In this way Israel is characterized by the twin paranoias of security and ethnicity. The government pretends that ever increasing policing of Palestinian identities is what will eventually lead to Jewish safety – but the continual violent suppression of another group will only cause violent resistance.
The policing is enacted through daily indignities, including restrictions on freedom of movement. Military checkpoints like Qalandia – which guards the route between the West Bank and Jerusalem – exemplify the harsh reality of occupation. With its blackened concrete towers and enclaves of barbed wire, Qalandia is strategically designed to convey a message to Palestinians: you are criminals.
To cross the checkpoint you queue in steel bar enclosed cages barely wide enough for one person to stand, surrounded by rubbish and asinine “keep clean” signs. IDF guards bellow through loudspeakers from behind small, plastic windows: “Israel forever” is graffitied onto one window, next to a Star of David. Travelling to Jerusalem one day on a Palestinian coach, I was surprised when the majority of the people got off the coach and stood outside in a queue, leaving three other non-Palestinians and me.

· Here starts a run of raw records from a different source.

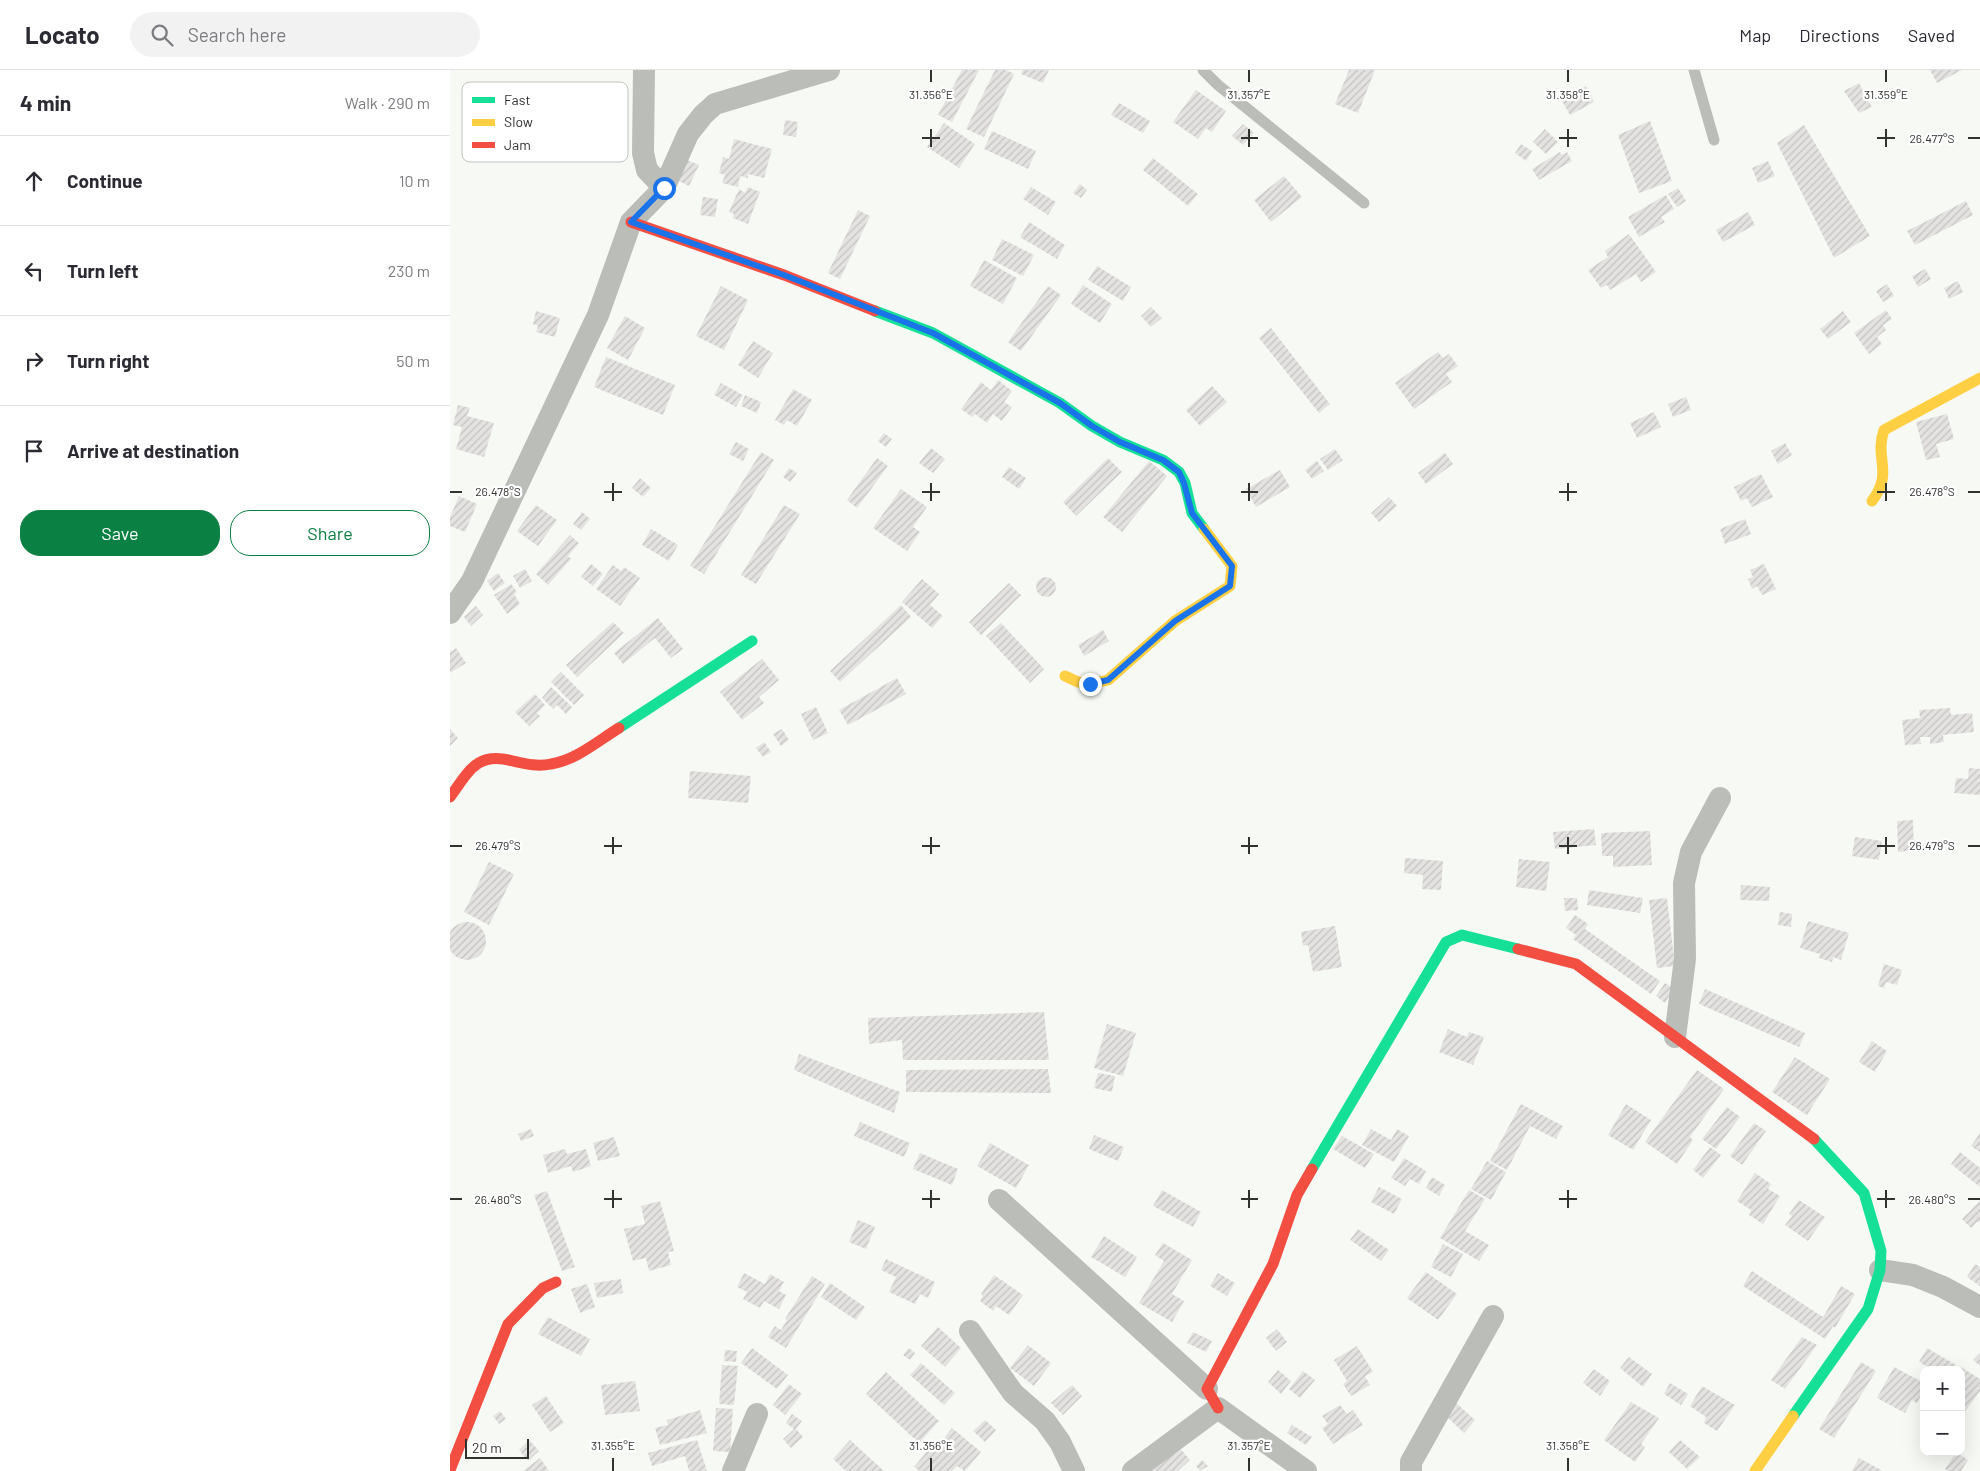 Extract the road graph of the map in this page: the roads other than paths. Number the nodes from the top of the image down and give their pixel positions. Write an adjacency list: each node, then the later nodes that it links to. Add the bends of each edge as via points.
1 (644, 70): 6 (street, via 643,153 647,170)
2 (829, 70): 6 (street, via 715,104 688,134)
3 (1203, 70): 7 (lane, via 1218,86)
4 (1694, 70): 5 (lane)
5 (1714, 140)
6 (664, 188): 8 (street)
7 (1364, 203)
8 (631, 222): 11 (street, via 598,315 472,581); 13 (street, via 784,275 933,333 1060,403 1120,442 1163,460 1179,472 1192,513 1232,566 1230,586 1175,621 1108,680 1084,683)
9 (1980, 378): 10 (street, via 1884,430 1879,448 1883,483)
10 (1872, 501)
11 (450, 613)
12 (752, 641): 14 (street, via 572,758 553,766 487,758 467,775)
13 (1065, 676)
14 (450, 798)
15 (1720, 798): 16 (street, via 1691,852 1684,883 1685,959)
16 (1675, 1036): 18 (street, via 1814,1139 1864,1193 1881,1251); 23 (street, via 1576,964 1462,935 1446,942 1297,1195 1273,1264)
17 (999, 1200): 23 (street)
18 (1880, 1270): 20 (street, via 1913,1275); 31 (street, via 1868,1309)
19 (556, 1282): 25 (street, via 542,1288 508,1324)
20 (1980, 1307)
21 (1493, 1316): 30 (street, via 1410,1462)
22 (970, 1331): 27 (street, via 1013,1393 1050,1428)
23 (1213, 1398): 28 (street); 29 (street)
24 (757, 1414): 26 (street)
25 (450, 1470)
26 (733, 1471)
27 (1074, 1471)
28 (1133, 1471)
29 (1306, 1471)
30 (1411, 1471)
31 (1755, 1471) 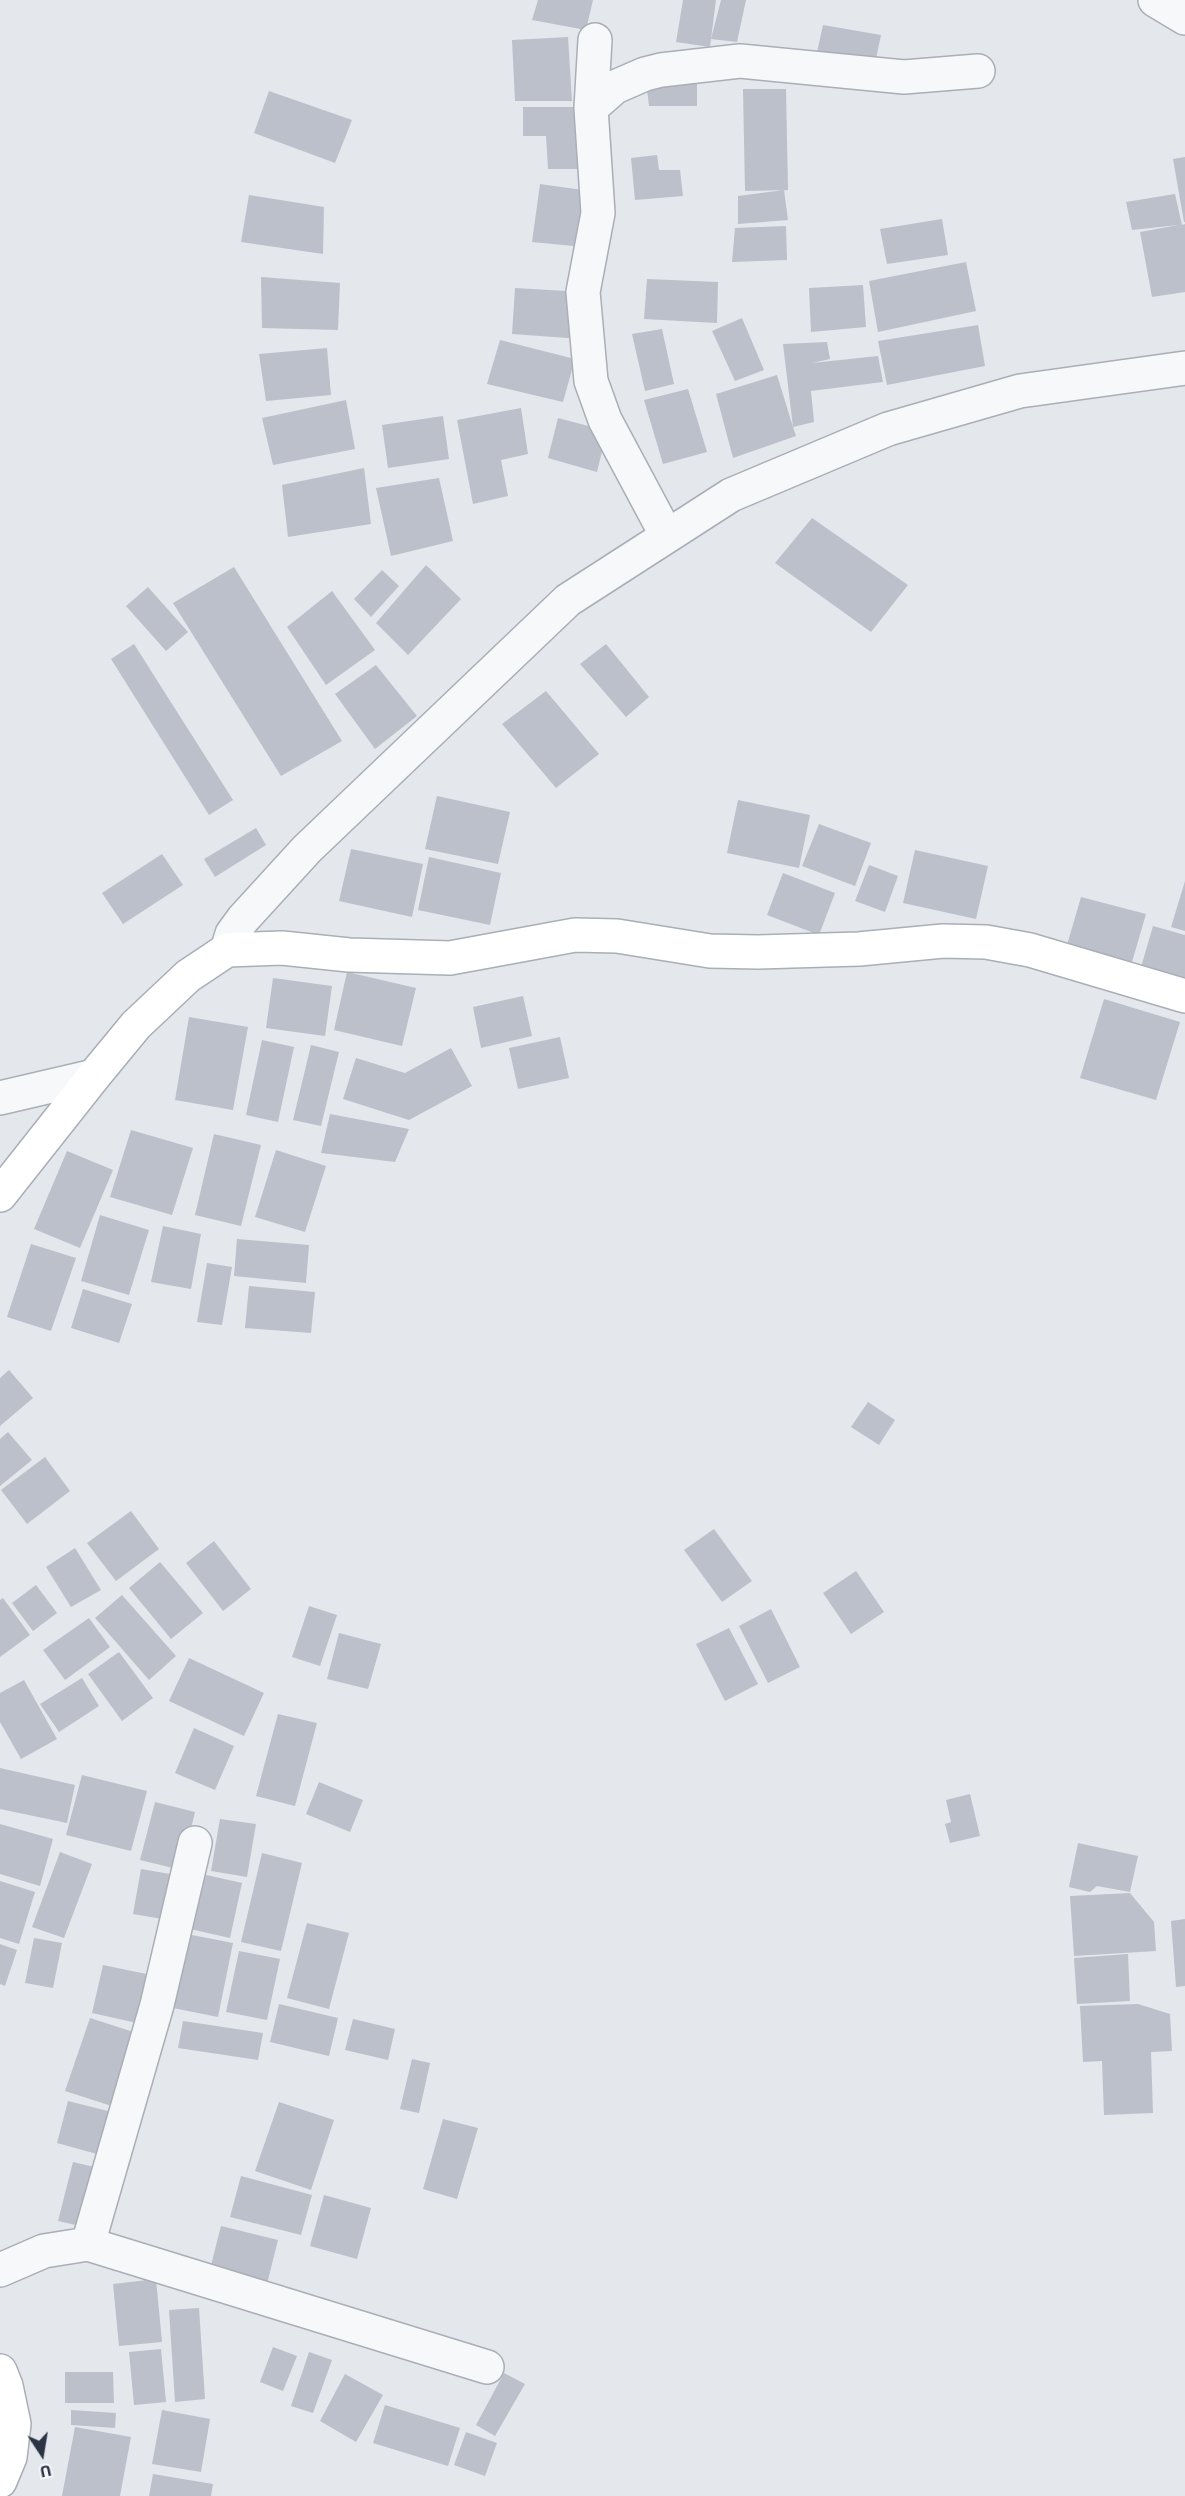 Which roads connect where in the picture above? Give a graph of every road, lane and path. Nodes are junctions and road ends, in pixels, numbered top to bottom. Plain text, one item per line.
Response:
1 (1155, 0) edge
2 (1185, 18) edge
3 (595, 40) dead end
4 (978, 71) dead end
5 (591, 108) junction
6 (1185, 368) edge
7 (667, 537) junction
8 (227, 950) junction
9 (1185, 996) edge
10 (94, 1076) junction
11 (0, 1098) edge
12 (0, 1196) edge
13 (195, 1843) dead end
14 (88, 2244) junction
15 (0, 2270) edge
16 (486, 2367) dead end
17 (0, 2371) edge
18 (0, 2481) edge

1 - 2 street
3 - 5 street
4 - 5 street
5 - 7 street
6 - 7 street
7 - 8 street
8 - 9 main road
8 - 10 main road
10 - 11 street
10 - 12 main road
13 - 14 street
14 - 15 street
14 - 16 street
17 - 18 main road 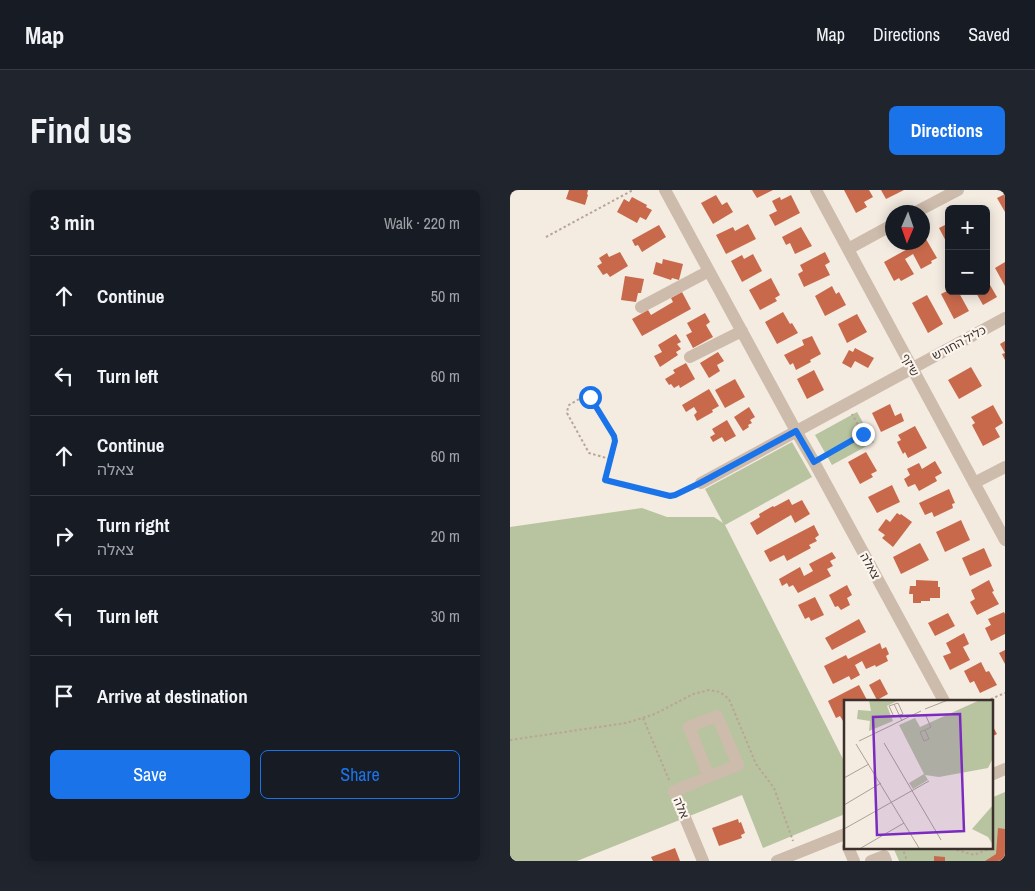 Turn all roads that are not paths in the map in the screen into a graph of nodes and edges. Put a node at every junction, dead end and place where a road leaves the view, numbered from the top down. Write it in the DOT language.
graph roads {
  1 [pos="665,190"];
  2 [pos="816,190"];
  3 [pos="958,190"];
  4 [pos="929,205"];
  5 [pos="885,229"];
  6 [pos="848,250"];
  7 [pos="709,271"];
  8 [pos="641,307"];
  9 [pos="1005,318"];
  10 [pos="742,331"];
  11 [pos="690,357"];
  12 [pos="912,368"];
  13 [pos="796,431"];
  14 [pos="1005,467"];
  15 [pos="700,483"];
  16 [pos="974,483"];
  17 [pos="1005,540"];
  18 [pos="943,700"];
  19 [pos="1005,770"];
  20 [pos="992,775"];
  21 [pos="709,777"];
  22 [pos="844,836"];
  23 [pos="848,848"];
  24 [pos="703,861"];
  25 [pos="776,861"];
  26 [pos="854,861"];
  27 [pos="871,861"];
  28 [pos="886,861"];
  1 -- 7 [label="street, צאלה"];
  2 -- 6 [label="street, שיזף"];
  3 -- 4 [label="street"];
  5 -- 6 [label="street"];
  6 -- 12 [label="street, שיזף"];
  7 -- 8 [label="street"];
  7 -- 10 [label="street, צאלה"];
  9 -- 12 [label="street, כליל החורש"];
  10 -- 11 [label="street"];
  10 -- 13 [label="street, צאלה"];
  12 -- 13 [label="street"];
  12 -- 16 [label="street, שיזף"];
  13 -- 15 [label="street"];
  13 -- 18 [label="street, צאלה"];
  14 -- 16 [label="street"];
  16 -- 17 [label="street, שיזף"];
  19 -- 20 [label="street"];
  21 -- 21 [label="street, אלה"];
  21 -- 24 [label="street, אלה"];
  22 -- 25 [label="street"];
  23 -- 26 [label="street"];
  27 -- 28 [label="street"];
} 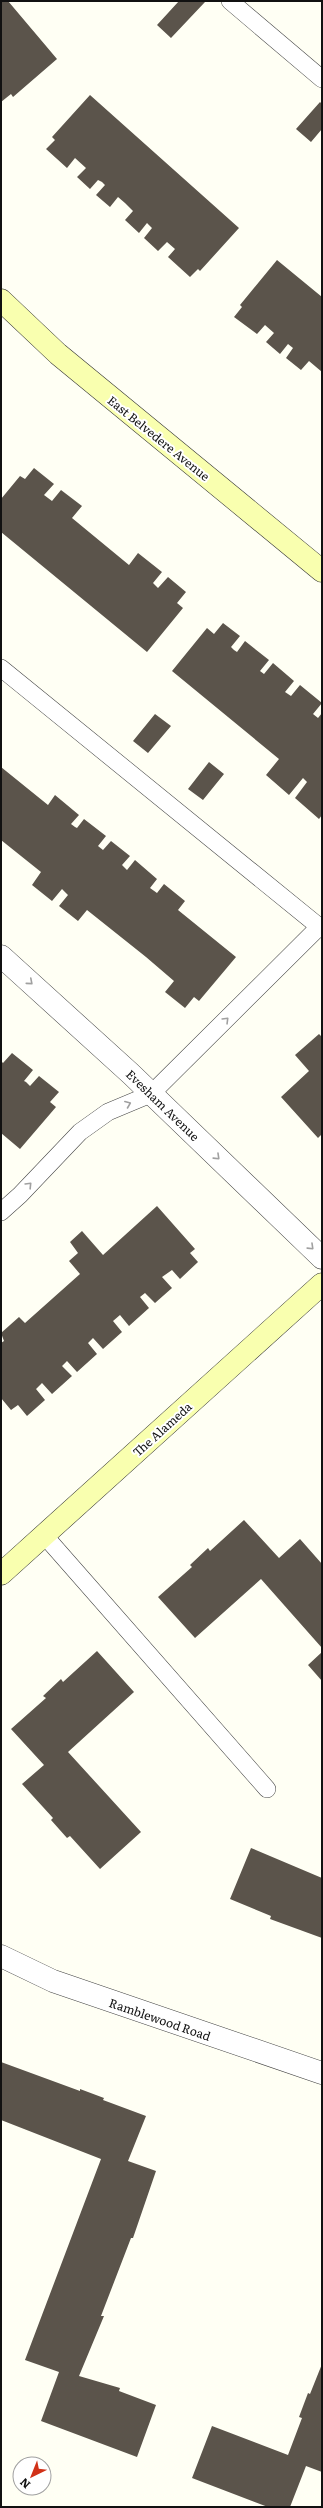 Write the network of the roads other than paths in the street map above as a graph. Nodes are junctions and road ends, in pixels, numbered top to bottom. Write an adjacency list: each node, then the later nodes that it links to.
1 (230, 1): 2 (lane)
2 (322, 79)
3 (1, 300): 4 (main road, East Belvedere Avenue)
4 (322, 571)
5 (1, 668): 6 (lane)
6 (320, 928): 8 (lane, one-way to 6)
7 (1, 956): 8 (street, Evesham Avenue, one-way to 8)
8 (151, 1094): 9 (lane, one-way to 8); 10 (street, Evesham Avenue, one-way to 10)
9 (1, 1212)
10 (322, 1258)
11 (322, 1284): 12 (main road, The Alameda)
12 (44, 1535): 13 (main road, The Alameda); 14 (lane)
13 (1, 1574)
14 (267, 1789)
15 (1, 1956): 16 (street, Ramblewood Road)
16 (322, 2073)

As a white tourist I was allowed to stay on the coach, treated politely by teenage, machine-gun wielding IDF soldiers, while people in their own country were routinely lined up outside, treated as suspicious terrorist others.
These facts of Palestinian life don’t gel with what pro-Israel Diaspora Jews believe about Israelis and Palestinians. Zionist Jews simply do not comprehend that the only people who are in real danger of being made refugees are the Palestinians, that while Israelis stress the abstract right to exist, Palestinians are being killed in their thousands. Like other neoliberal states, Israeli government strategy deliberately plays on the population’s existential fear: invoking terrorist attacks, rockets, and frightening brown men in headscarfs. This enables the occupation to entrench itself across land it is not entitled to.
All of this erases an important anti-Zionist Jewish tradition. While today a majority of observing Jews identify with the state of Israel, there is both a growing and visible minority of anti- and non-Zionist Jews, and a rich history of anti-Zionism within Judaism. Political movements like The Jewish Labour Bundand thinkers such as Abraham Serfaty, Emma Goldman and Leon Trotsky are often ignored or dismissed as “self-hating traitors”. In the UK today groups like Jews for Justice for Palestinians, Jewdas, Young Jewish Left and the International Jewish Anti-Zionist network are active voices against the occupation.
In practice Zionism is indistinguishable from the Israeli nationalism that sees the oppression of Palestinians like Ertefaa or Munib as necessary collateral for Jewish survival. Those who support Israel are buying into the idea that Palestinian lives are worth less than those of Jews. A cursory glance at prisoner exchange numbers is demonstrative: in 2011 IDF soldier Gilad Shalit was exchanged for 1027 Palestinians.
This month, hundreds of thousands of people have demonstrated worldwide against the massacre in Gaza. Marching in London with the Jewish bloc has been a powerful experience. Under the banner “not in my name”, we show that Israel does not speak for all Jews.